(Named joint coordinates)
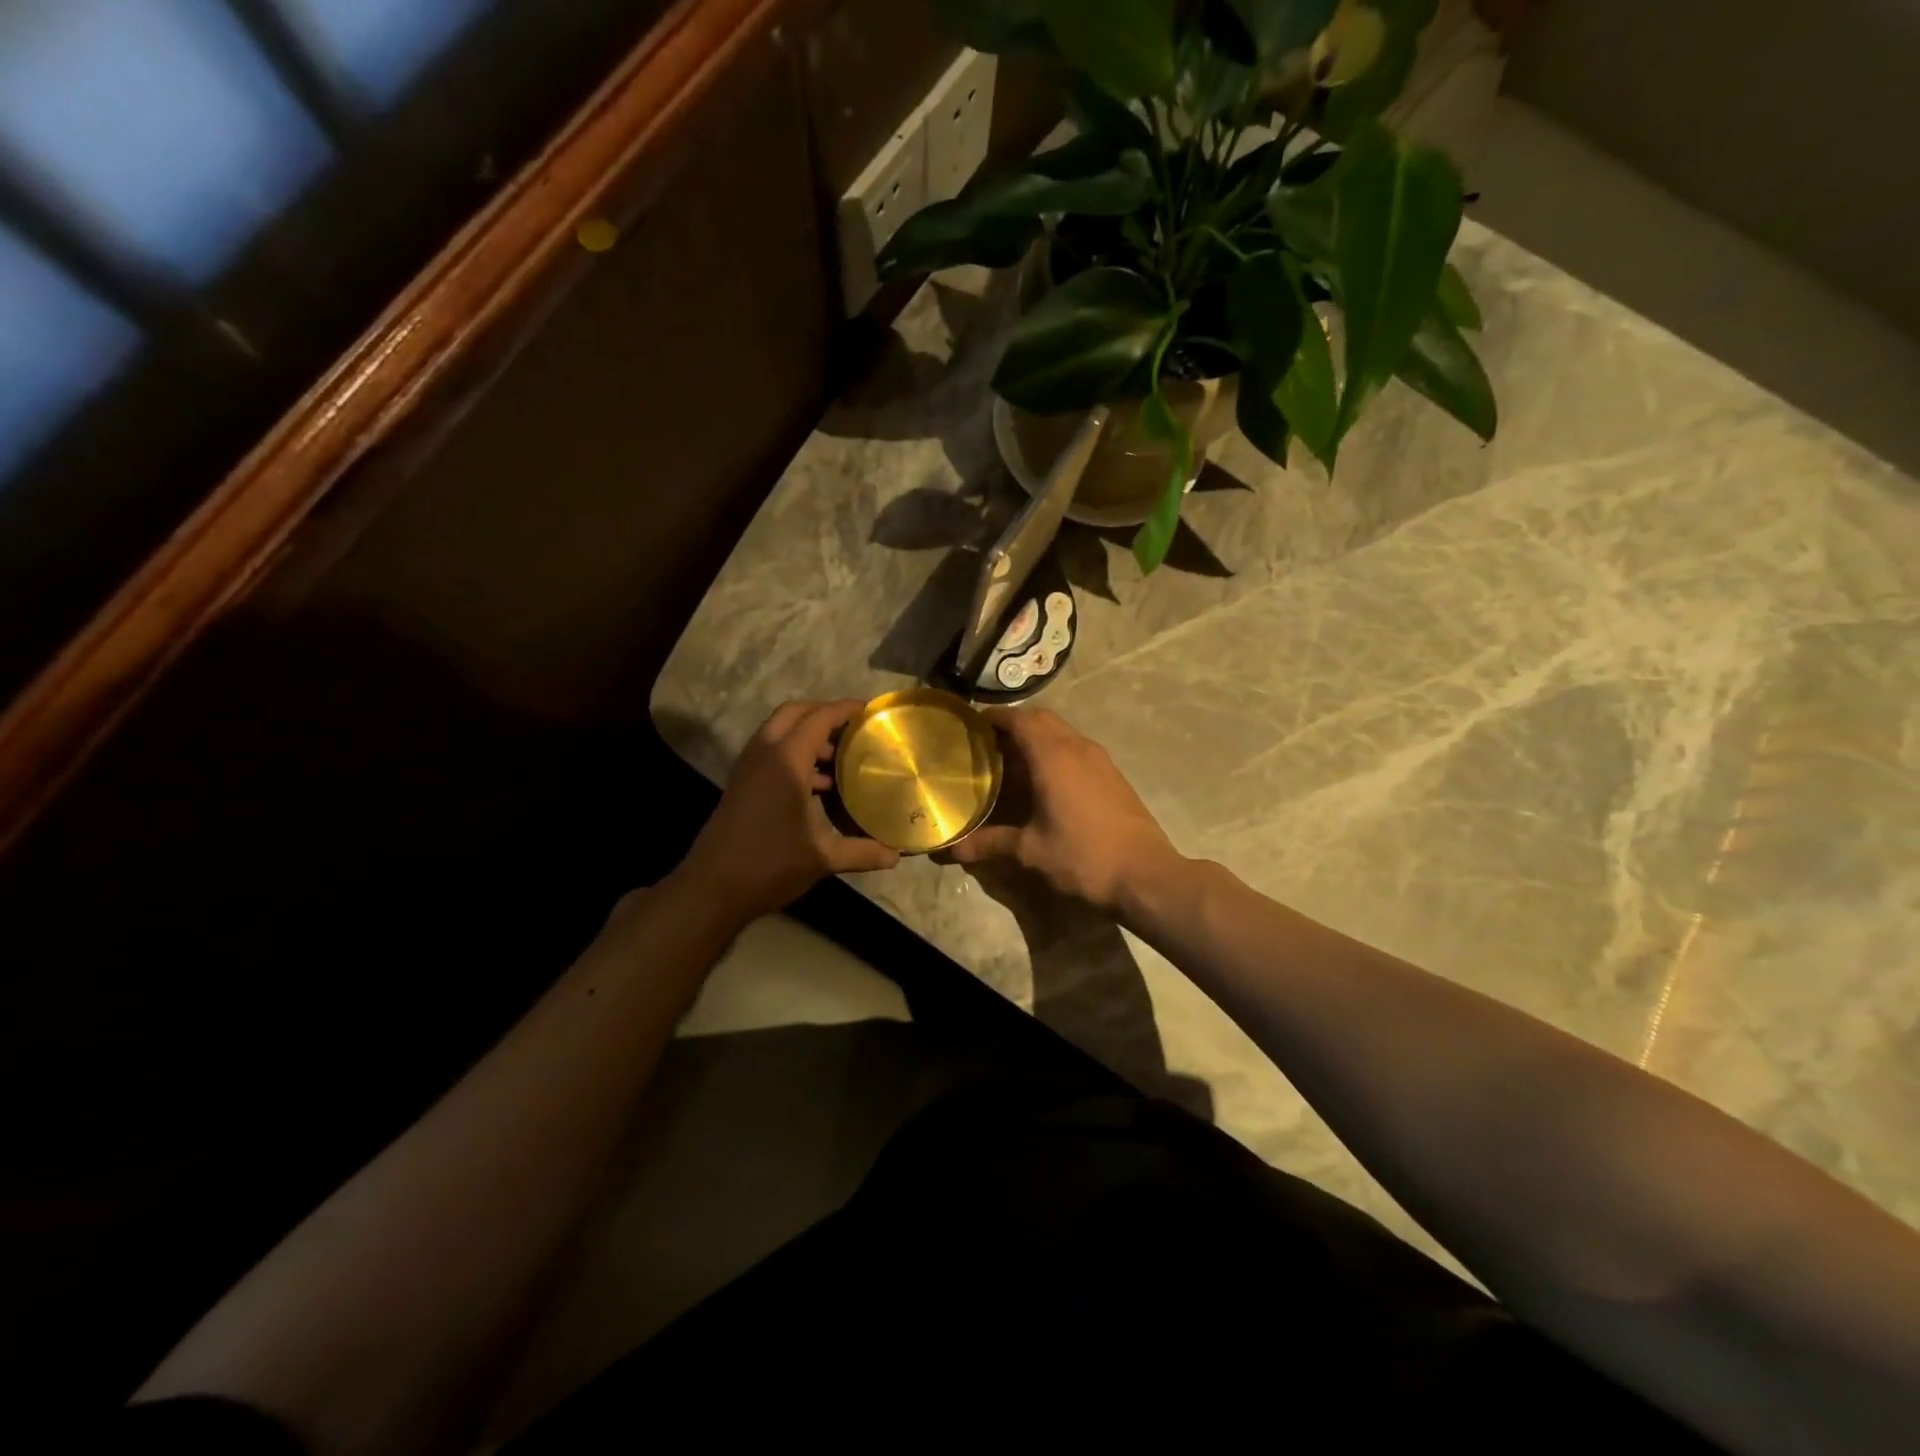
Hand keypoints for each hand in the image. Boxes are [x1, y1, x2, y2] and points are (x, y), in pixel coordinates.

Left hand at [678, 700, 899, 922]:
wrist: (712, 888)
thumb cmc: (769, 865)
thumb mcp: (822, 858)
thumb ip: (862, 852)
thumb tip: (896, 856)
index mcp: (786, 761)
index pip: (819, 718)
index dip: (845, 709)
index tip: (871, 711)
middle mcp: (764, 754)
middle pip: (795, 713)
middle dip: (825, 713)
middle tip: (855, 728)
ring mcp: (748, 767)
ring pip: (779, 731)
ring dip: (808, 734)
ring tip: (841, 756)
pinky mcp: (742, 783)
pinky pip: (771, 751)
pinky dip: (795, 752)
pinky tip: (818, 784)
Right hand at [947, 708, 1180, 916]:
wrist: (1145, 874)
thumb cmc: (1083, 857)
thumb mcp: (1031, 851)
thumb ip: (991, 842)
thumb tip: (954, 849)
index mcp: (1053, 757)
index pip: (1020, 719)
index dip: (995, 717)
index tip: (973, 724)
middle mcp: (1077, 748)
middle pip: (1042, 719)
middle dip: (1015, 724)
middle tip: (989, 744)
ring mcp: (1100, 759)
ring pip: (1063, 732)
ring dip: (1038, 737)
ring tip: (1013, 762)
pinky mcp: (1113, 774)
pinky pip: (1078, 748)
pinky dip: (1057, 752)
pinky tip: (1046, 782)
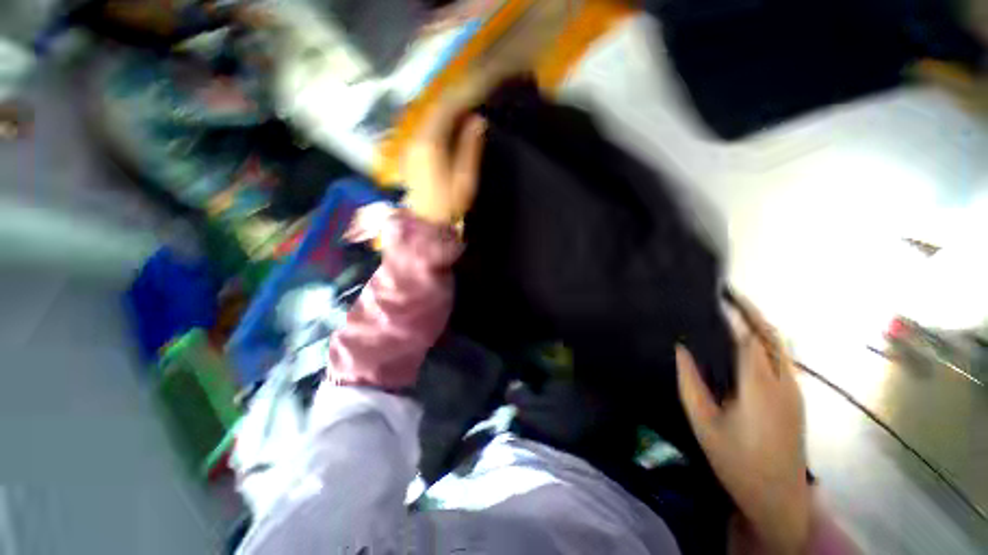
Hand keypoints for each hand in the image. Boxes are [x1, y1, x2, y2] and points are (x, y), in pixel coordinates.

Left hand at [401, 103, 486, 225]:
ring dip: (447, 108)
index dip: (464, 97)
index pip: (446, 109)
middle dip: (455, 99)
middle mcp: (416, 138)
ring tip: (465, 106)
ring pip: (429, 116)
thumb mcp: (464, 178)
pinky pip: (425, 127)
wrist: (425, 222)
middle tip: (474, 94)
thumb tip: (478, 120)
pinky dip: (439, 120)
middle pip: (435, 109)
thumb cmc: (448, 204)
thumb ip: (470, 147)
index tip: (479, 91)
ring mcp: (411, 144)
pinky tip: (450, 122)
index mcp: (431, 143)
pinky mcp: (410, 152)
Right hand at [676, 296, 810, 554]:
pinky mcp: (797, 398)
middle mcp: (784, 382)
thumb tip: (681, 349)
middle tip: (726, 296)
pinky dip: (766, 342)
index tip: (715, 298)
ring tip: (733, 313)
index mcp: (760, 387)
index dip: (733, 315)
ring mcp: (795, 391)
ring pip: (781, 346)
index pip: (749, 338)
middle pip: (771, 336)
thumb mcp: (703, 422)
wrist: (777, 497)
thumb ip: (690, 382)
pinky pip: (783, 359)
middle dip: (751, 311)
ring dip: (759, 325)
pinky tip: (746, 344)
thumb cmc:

AIM OF THE EXERCISE: Transcribe the data verbatim. No picture belongs in the result.

SOLUTION FOR THIS EXERCISE:
Hand keypoints for each hand in the image. Boxes are [x1, y1, x2, y2] and points are (x, y), in pixel coordinates.

Left hand at [678, 700, 899, 922]:
wrist: (712, 888)
thumb cmc: (769, 865)
thumb mcp: (822, 858)
thumb ip: (862, 852)
thumb tip: (896, 856)
index mcp: (786, 761)
index pip: (819, 718)
index dip: (845, 709)
index tip: (871, 711)
middle mcp: (764, 754)
middle pip: (795, 713)
middle dip: (825, 713)
middle tip: (855, 728)
ring mcp: (748, 767)
ring pip: (779, 731)
ring dip: (808, 734)
ring tip: (841, 756)
pinky mcp: (742, 783)
pinky pip: (771, 751)
pinky dip: (795, 752)
pinky tip: (818, 784)
Right hand at [947, 708, 1180, 916]:
wrist: (1145, 874)
thumb cmc: (1083, 857)
thumb mcp: (1031, 851)
thumb ip: (991, 842)
thumb tip: (954, 849)
index mcp: (1053, 757)
index pip: (1020, 719)
index dip: (995, 717)
index tip: (973, 724)
middle mcp: (1077, 748)
middle pip: (1042, 719)
middle dip: (1015, 724)
middle tip: (989, 744)
ring mcp: (1100, 759)
ring pip: (1063, 732)
ring dip: (1038, 737)
ring tip: (1013, 762)
pinky mcp: (1113, 774)
pinky pip: (1078, 748)
pinky dip: (1057, 752)
pinky tip: (1046, 782)
Hand keypoints for each hand in the image. Boxes are [x1, y1, x2, y2] and points are (x, y), in pixel coordinates.

Left hand at [401, 103, 486, 225]:
ring dip: (447, 108)
index dip: (464, 97)
index pip: (446, 109)
middle dip: (455, 99)
middle mcp: (416, 138)
ring tip: (465, 106)
ring pip: (429, 116)
thumb mcp: (464, 178)
pinky pip: (425, 127)
wrist: (425, 222)
middle tip: (474, 94)
thumb tip: (478, 120)
pinky dip: (439, 120)
middle pip: (435, 109)
thumb cmc: (448, 204)
thumb ip: (470, 147)
index tip: (479, 91)
ring mcp: (411, 144)
pinky tip: (450, 122)
index mcp: (431, 143)
pinky mcp: (410, 152)
Right hand at [676, 296, 810, 554]:
pinky mcp: (797, 398)
middle mcp: (784, 382)
thumb tip: (681, 349)
middle tip: (726, 296)
pinky dip: (766, 342)
index tip: (715, 298)
ring tip: (733, 313)
index mcp: (760, 387)
index dip: (733, 315)
ring mcp: (795, 391)
ring pip: (781, 346)
index pip: (749, 338)
middle pip: (771, 336)
thumb mcp: (703, 422)
wrist: (777, 497)
thumb ip: (690, 382)
pinky pip: (783, 359)
middle dip: (751, 311)
ring dip: (759, 325)
pinky tip: (746, 344)
thumb cmc:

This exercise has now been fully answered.